# Lecture 6 - Feature Engineering and Model selection

1. Bias-variance tradeoff
2. Regularization (Lasso, Ridge, Early Stopping)
3. Feature Engineering
    1. Vectorization and Standardization
    2. Feature selection
    3. Feature extraction/creation
4. Model Selection
    1. Cross Validation
    2. GridSearch & RandomSearch
    3. score metrics (Classification/Regression)

## 1. Bias-variance tradeoff
The errors of a machine learning models can be separated into:
 - reducible error
 - irreducible error

Irreducible errors can not be changed, even when using different models. 

The reducible error can be decomposed into **bias and variance**.

### Bias
Let $\hat\theta = g(x_1,...,x_N)$ be a point estimator of the true $\theta$ that generated the data.
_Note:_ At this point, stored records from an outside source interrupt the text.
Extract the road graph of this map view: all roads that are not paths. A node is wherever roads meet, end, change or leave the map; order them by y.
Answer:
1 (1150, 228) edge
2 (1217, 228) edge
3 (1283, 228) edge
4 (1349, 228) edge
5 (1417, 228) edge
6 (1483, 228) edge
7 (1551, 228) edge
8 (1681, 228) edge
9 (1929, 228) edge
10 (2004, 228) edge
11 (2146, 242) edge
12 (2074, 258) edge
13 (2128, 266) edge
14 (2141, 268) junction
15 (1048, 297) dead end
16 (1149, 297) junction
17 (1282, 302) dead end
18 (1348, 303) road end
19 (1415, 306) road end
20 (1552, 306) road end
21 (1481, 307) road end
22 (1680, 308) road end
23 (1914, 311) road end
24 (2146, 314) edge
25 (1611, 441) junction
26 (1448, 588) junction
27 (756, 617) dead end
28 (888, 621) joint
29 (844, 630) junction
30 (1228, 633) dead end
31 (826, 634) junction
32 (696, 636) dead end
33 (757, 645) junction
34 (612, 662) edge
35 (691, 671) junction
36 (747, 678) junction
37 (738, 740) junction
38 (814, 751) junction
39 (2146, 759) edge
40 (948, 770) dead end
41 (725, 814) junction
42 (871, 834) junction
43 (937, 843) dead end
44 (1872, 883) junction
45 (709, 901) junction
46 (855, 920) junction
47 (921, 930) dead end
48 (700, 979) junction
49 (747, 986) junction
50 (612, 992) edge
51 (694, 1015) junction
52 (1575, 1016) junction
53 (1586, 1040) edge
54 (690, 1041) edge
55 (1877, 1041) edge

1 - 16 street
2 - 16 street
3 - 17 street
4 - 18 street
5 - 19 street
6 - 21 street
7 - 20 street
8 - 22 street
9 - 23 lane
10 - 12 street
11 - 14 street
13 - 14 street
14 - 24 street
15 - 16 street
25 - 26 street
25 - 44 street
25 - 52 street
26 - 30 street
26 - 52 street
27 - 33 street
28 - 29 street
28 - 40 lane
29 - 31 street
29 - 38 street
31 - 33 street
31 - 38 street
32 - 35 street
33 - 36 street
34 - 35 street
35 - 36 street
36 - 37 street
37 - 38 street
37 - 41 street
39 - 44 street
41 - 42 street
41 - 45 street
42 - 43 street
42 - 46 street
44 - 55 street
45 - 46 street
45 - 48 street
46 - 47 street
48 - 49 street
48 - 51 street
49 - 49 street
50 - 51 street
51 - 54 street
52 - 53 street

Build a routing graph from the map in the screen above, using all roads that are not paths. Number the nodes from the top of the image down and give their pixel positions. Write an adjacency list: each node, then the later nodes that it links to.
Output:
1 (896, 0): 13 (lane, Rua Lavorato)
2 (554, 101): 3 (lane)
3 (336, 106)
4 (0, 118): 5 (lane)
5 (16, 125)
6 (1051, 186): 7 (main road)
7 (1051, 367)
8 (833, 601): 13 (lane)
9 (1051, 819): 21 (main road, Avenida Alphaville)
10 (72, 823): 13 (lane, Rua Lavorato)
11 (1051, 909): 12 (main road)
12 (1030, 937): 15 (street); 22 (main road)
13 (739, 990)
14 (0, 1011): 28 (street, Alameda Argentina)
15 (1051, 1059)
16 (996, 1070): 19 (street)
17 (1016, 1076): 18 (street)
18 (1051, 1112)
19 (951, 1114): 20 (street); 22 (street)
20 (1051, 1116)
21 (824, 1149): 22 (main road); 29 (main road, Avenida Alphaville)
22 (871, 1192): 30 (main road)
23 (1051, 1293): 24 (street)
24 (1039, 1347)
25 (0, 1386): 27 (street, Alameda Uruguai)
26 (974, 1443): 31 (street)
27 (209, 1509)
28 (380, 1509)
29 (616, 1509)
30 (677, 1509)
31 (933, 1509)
Bias: (inherent) inability of a model to capture relation between data and parameters.
 - Bias: $\mathbb{E}_{x|\theta}[\hat\theta] - \theta$,

Example: Linear regression model has inherent bias of assuming linear relationship between X and y. In reality, there may be additional unknown- and/or non-linear relationships.

### Variance
Variance: how much does our estimator change as function of the data sample. I.e. how much does it overfit a particular dataset.
 - Variance: $Var[\hat\theta] = \mathbb{E}[\hat\theta - \mathbb{E}[\hat\theta]^2]$

Example: Decision tree with too high depth. Neural Network with too many Hidden units.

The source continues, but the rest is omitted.